Peribulbar block has been used alone and in conjunction with general anesthesia in adults, as well as in children for vitreoretinal surgery, and was effective in reducing the incidence of oculocardiac reflex, surgical bleeding, postoperative pain, and postoperative nausea and vomiting.4–6 Sinha et al.,7 in a retrospective study, used 0.5% topical proparacaine drops, topical 2% lidocaine gel, and peribulbar block in preterm/ex-preterm infants for ROP surgery. They reported a 5.36% incidence of postoperative apnea, which is less than previous reports after hernia surgery under general anesthesia.8 Data of 3 infants who received peribulbar block in the study of Sinha et al. 7 have also been included in this report.
Regional anesthesia and analgesia in premature and ex-premature infants are mostly limited to hernia surgery. For hernia surgery, caudal epidural analgesia and spinal anesthesia have been suggested as the sole anesthetic technique to reduce or eliminate the need for general anesthesia and consequently postoperative apnea in preterm infants.9,10 Recently, with the widespread use of ultrasound, regional anesthesia is not limited only to caudal or spinal anesthesia.11
Although the use of regional anesthesia in preterm infants has been reported for laser treatment in ROP, it has not been reported for ophthalmic surgeries in this population.12 In the present series, an experienced ophthalmologist administered single inferotemporal injection for peribulbar block because it is safer and effective.13,14 We limited the dose of lidocaine and bupivacaine to 5 and 2 mg/kg, respectively, to minimize the possibility of local anesthetic toxicity.15
In the present series, intraoperative stable hemodynamics without opioid administration indicated an acceptable quality of analgesia. Aoyama et al.16 administered mean fentanyl 4.6 μg/kg in infants with ROP undergoing vitrectomy, and 20% of their infants required postoperative ventilation for >2 days. A frequent incidence of requiring postoperative ventilation may increase airway complications and respiratory infections along with the cost of treatment. We also used IV paracetamol in the postoperative period, which may also have eliminated the need for additional opioid analgesics.17 No child in our series required analgesics in the PACU, and all children were fully awake in the postoperative period; feeding was possible within 2 to 3 hours after surgery. The PACU at our institution is equipped with continuous electrocardiogram, HR and SpO2 monitoring, emergency airway equipment, resuscitative drugs, and trained nursing personnel under the supervision of an anesthesiologist.

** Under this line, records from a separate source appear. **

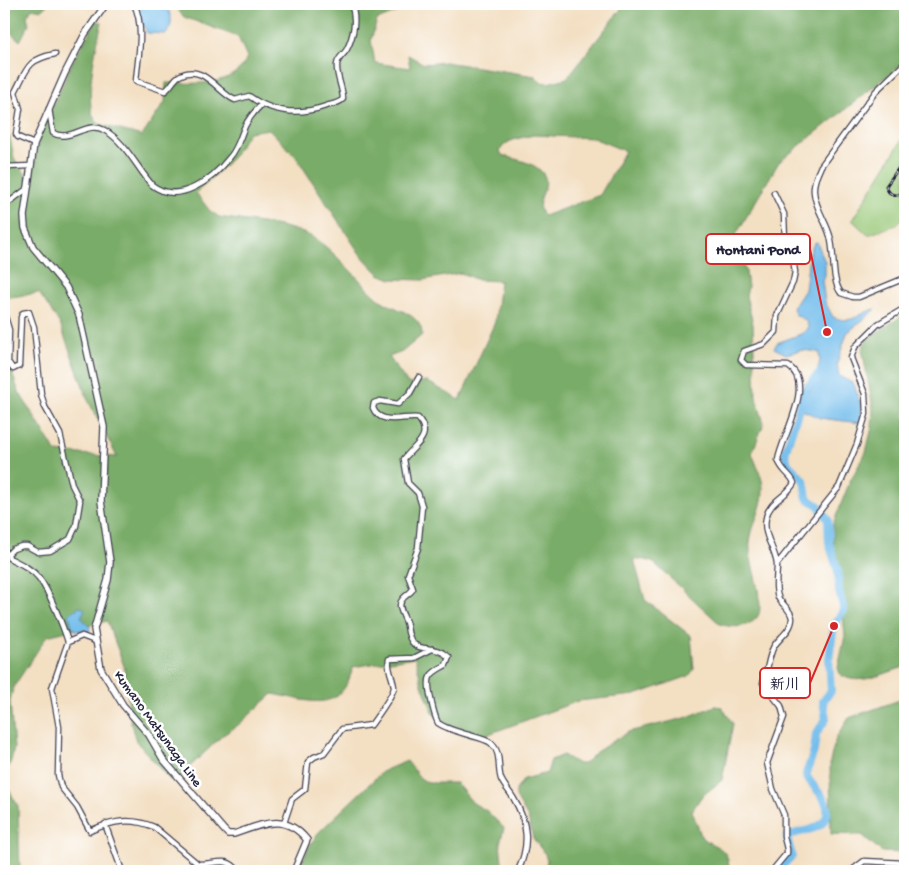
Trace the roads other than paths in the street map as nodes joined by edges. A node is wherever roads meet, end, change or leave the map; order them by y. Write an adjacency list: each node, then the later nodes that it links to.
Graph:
1 (106, 4): 7 (main road, Kumano Matsunaga Line)
2 (134, 4): 6 (street)
3 (351, 4): 6 (street)
4 (55, 54): 8 (street)
5 (905, 63): 14 (street)
6 (261, 105): 7 (street)
7 (49, 109): 8 (main road, Kumano Matsunaga Line)
8 (34, 144): 9 (main road, Kumano Matsunaga Line)
9 (31, 166): 10 (street); 11 (main road, Kumano Matsunaga Line)
10 (4, 167)
11 (28, 188): 13 (street); 19 (main road, Kumano Matsunaga Line)
12 (774, 193): 18 (street)
13 (4, 206)
14 (905, 278)
15 (905, 308): 18 (street)
16 (4, 313): 20 (street)
17 (419, 377): 21 (street)
18 (777, 564): 29 (street)
19 (95, 641): 20 (street); 22 (main road, Kumano Matsunaga Line)
20 (68, 642): 23 (street)
21 (432, 649): 22 (street); 28 (street)
22 (284, 823): 27 (main road)
23 (105, 824): 25 (street); 26 (street)
24 (905, 863): 30 (street)
25 (122, 871)
26 (238, 871)
27 (294, 871)
28 (518, 871)
29 (772, 871)
30 (850, 871)

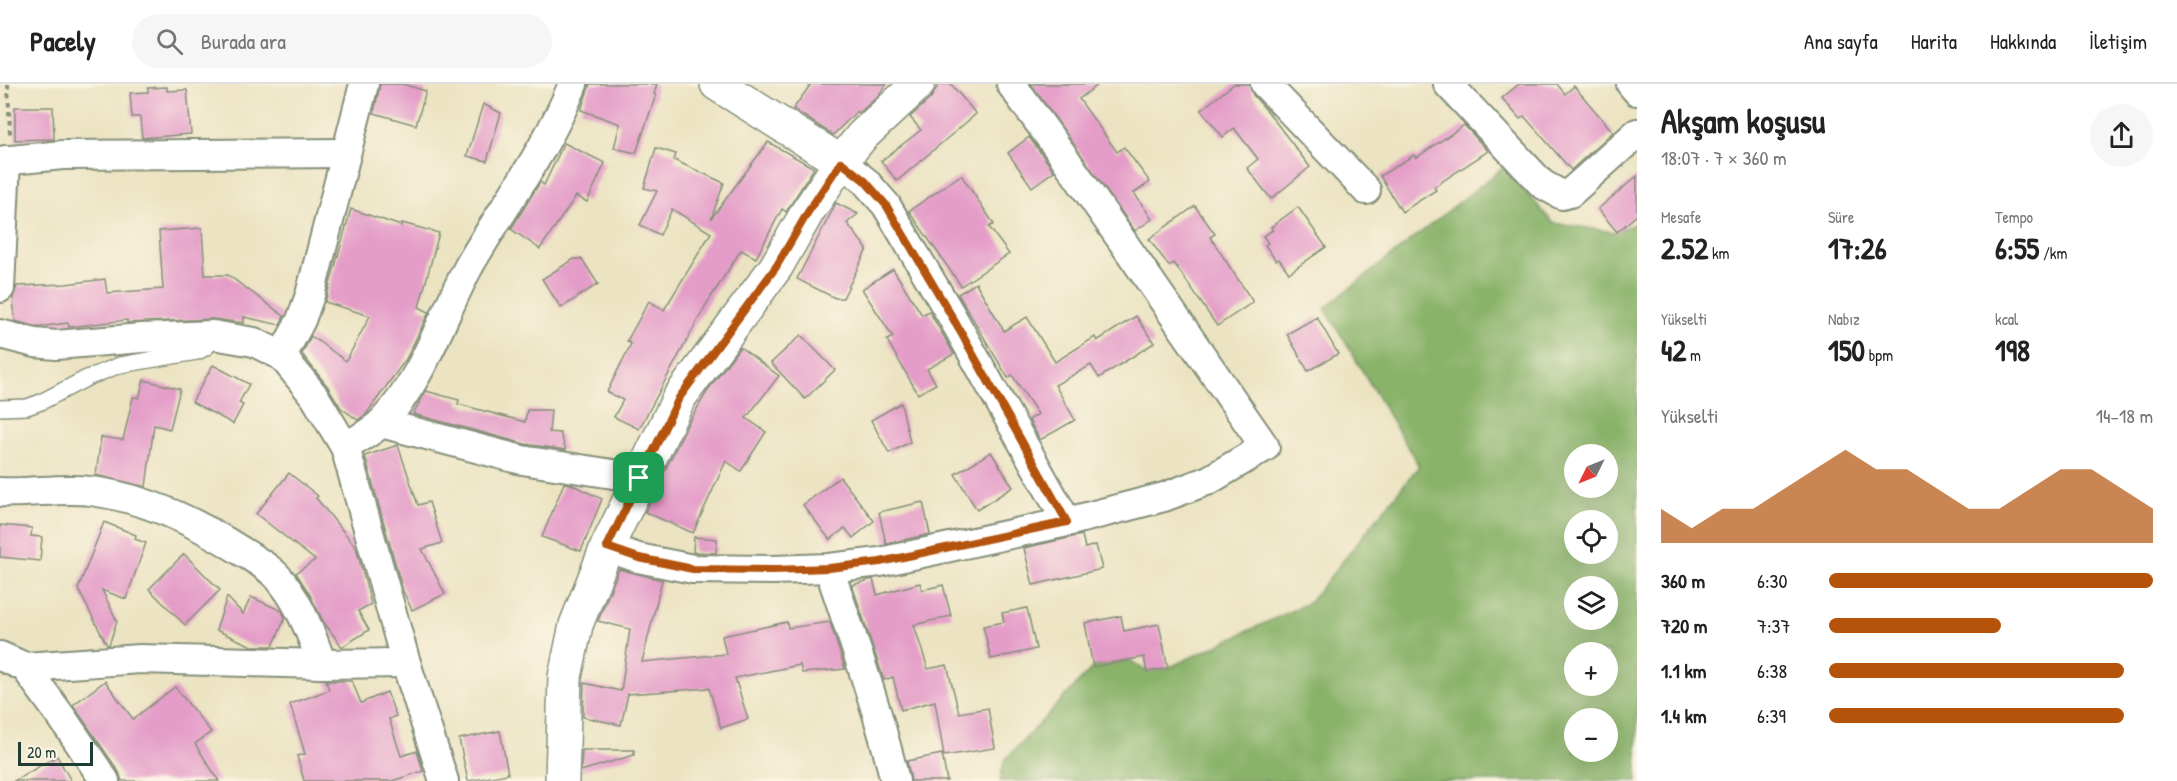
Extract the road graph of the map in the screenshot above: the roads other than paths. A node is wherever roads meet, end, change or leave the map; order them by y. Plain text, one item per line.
1 (364, 84) edge
2 (573, 84) edge
3 (717, 84) edge
4 (918, 84) edge
5 (1011, 84) edge
6 (1265, 84) edge
7 (1448, 84) edge
8 (1631, 84) edge
9 (1637, 91) edge
10 (1637, 133) edge
11 (345, 153) junction
12 (6, 160) edge
13 (841, 162) junction
14 (1366, 190) dead end
15 (0, 288) edge
16 (0, 334) edge
17 (213, 335) junction
18 (282, 356) junction
19 (0, 408) edge
20 (381, 423) junction
21 (345, 447) junction
22 (639, 478) junction
23 (0, 492) edge
24 (1067, 522) junction
25 (607, 547) junction
26 (829, 568) junction
27 (12, 661) edge
28 (406, 663) junction
29 (322, 664) junction
30 (105, 781) edge
31 (444, 781) edge
32 (562, 781) edge
33 (895, 781) edge

1 - 11 street
2 - 20 street
3 - 13 street
4 - 13 street
5 - 24 street
6 - 14 street
7 - 10 street
8 - 9 street
11 - 12 street
11 - 18 street
12 - 15 street
13 - 22 street
13 - 24 street
16 - 17 street
17 - 18 street
17 - 19 lane
18 - 21 street
20 - 21 street
20 - 22 street
21 - 28 street
22 - 25 street
23 - 29 street
24 - 26 street
25 - 26 street
25 - 32 street
26 - 33 street
27 - 29 street
27 - 30 street
28 - 29 street
28 - 31 street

The reduced use of perioperative opioids probably eliminated the risk of apnea, which would have necessitated a transfer to the NICU. It is worth mentioning that several risk factors for postoperative apnea were present, postconceptional age <52 weeks, hemoglobin <10 g%, history of apnea, and cyanosis. The most common postoperative complication in our series was fever, despite intraoperative IV paracetamol administration. However, fever was of short duration and responded to tepid sponging.

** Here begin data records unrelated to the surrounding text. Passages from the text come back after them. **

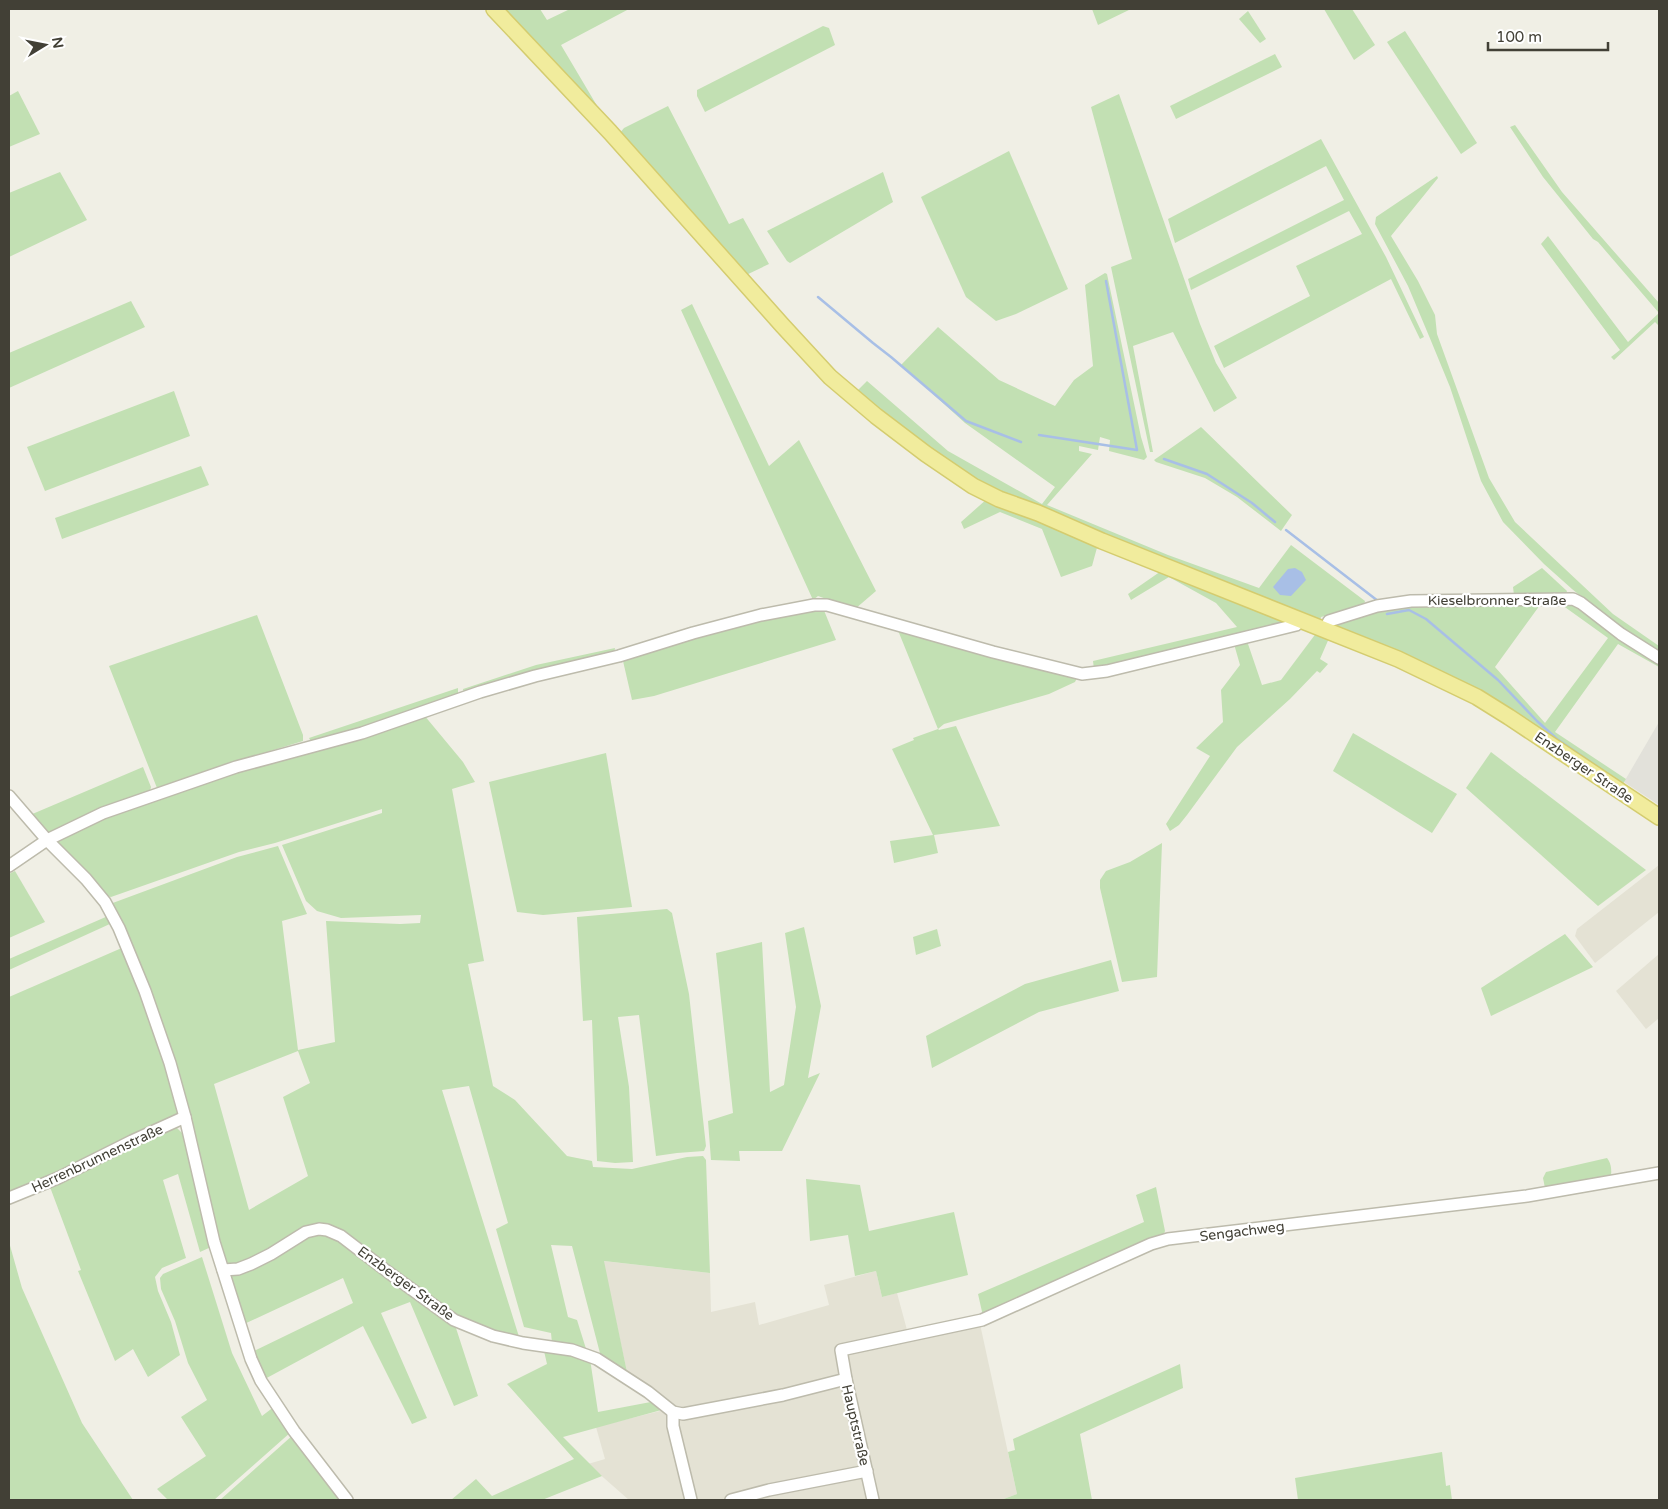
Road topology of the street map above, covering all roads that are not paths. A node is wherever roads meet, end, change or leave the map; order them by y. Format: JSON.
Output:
{"nodes":[{"id":1,"x":494,"y":9,"type":"edge"},
{"id":2,"x":1301,"y":620,"type":"junction"},
{"id":3,"x":1325,"y":629,"type":"junction"},
{"id":4,"x":1659,"y":658,"type":"edge"},
{"id":5,"x":9,"y":796,"type":"edge"},
{"id":6,"x":1659,"y":817,"type":"edge"},
{"id":7,"x":47,"y":840,"type":"junction"},
{"id":8,"x":9,"y":866,"type":"edge"},
{"id":9,"x":185,"y":1117,"type":"junction"},
{"id":10,"x":1659,"y":1172,"type":"edge"},
{"id":11,"x":9,"y":1198,"type":"edge"},
{"id":12,"x":223,"y":1270,"type":"junction"},
{"id":13,"x":841,"y":1350,"type":"joint"},
{"id":14,"x":846,"y":1379,"type":"junction"},
{"id":15,"x":672,"y":1412,"type":"junction"},
{"id":16,"x":867,"y":1471,"type":"junction"},
{"id":17,"x":347,"y":1500,"type":"edge"},
{"id":18,"x":691,"y":1500,"type":"edge"},
{"id":19,"x":731,"y":1500,"type":"edge"},
{"id":20,"x":873,"y":1500,"type":"edge"}],
"edges":[{"from":1,"to":2,"type":"main road","name":"Enzberger Straße"},
{"from":2,"to":3,"type":"main road","name":"Enzberger Straße"},
{"from":2,"to":7,"type":"street"},
{"from":3,"to":4,"type":"street","name":"Kieselbronner Straße"},
{"from":3,"to":6,"type":"main road","name":"Enzberger Straße"},
{"from":5,"to":7,"type":"street"},
{"from":7,"to":8,"type":"street"},
{"from":7,"to":9,"type":"street"},
{"from":9,"to":11,"type":"street","name":"Herrenbrunnenstraße"},
{"from":9,"to":12,"type":"street"},
{"from":10,"to":13,"type":"street","name":"Sengachweg"},
{"from":12,"to":15,"type":"street","name":"Enzberger Straße"},
{"from":12,"to":17,"type":"street"},
{"from":13,"to":14,"type":"street","name":"Hauptstraße"},
{"from":14,"to":15,"type":"street"},
{"from":14,"to":16,"type":"street","name":"Hauptstraße"},
{"from":15,"to":18,"type":"street"},
{"from":16,"to":19,"type":"street"},
{"from":16,"to":20,"type":"street","name":"Hauptstraße"}]}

To the best of our knowledge, this series is the first to present clinical data showing possible avoidance of opioid consumption in preterm infants having vitreoretinal surgery for ROP with peribulbar block without any adverse effect.
Our report is a case series only and included a small number of infants. Further prospective studies are required to confirm our initial observation. We conclude that the use of peribulbar block in ex-premature infants may reduce opioid requirements and risks of postoperative apnea and desaturation.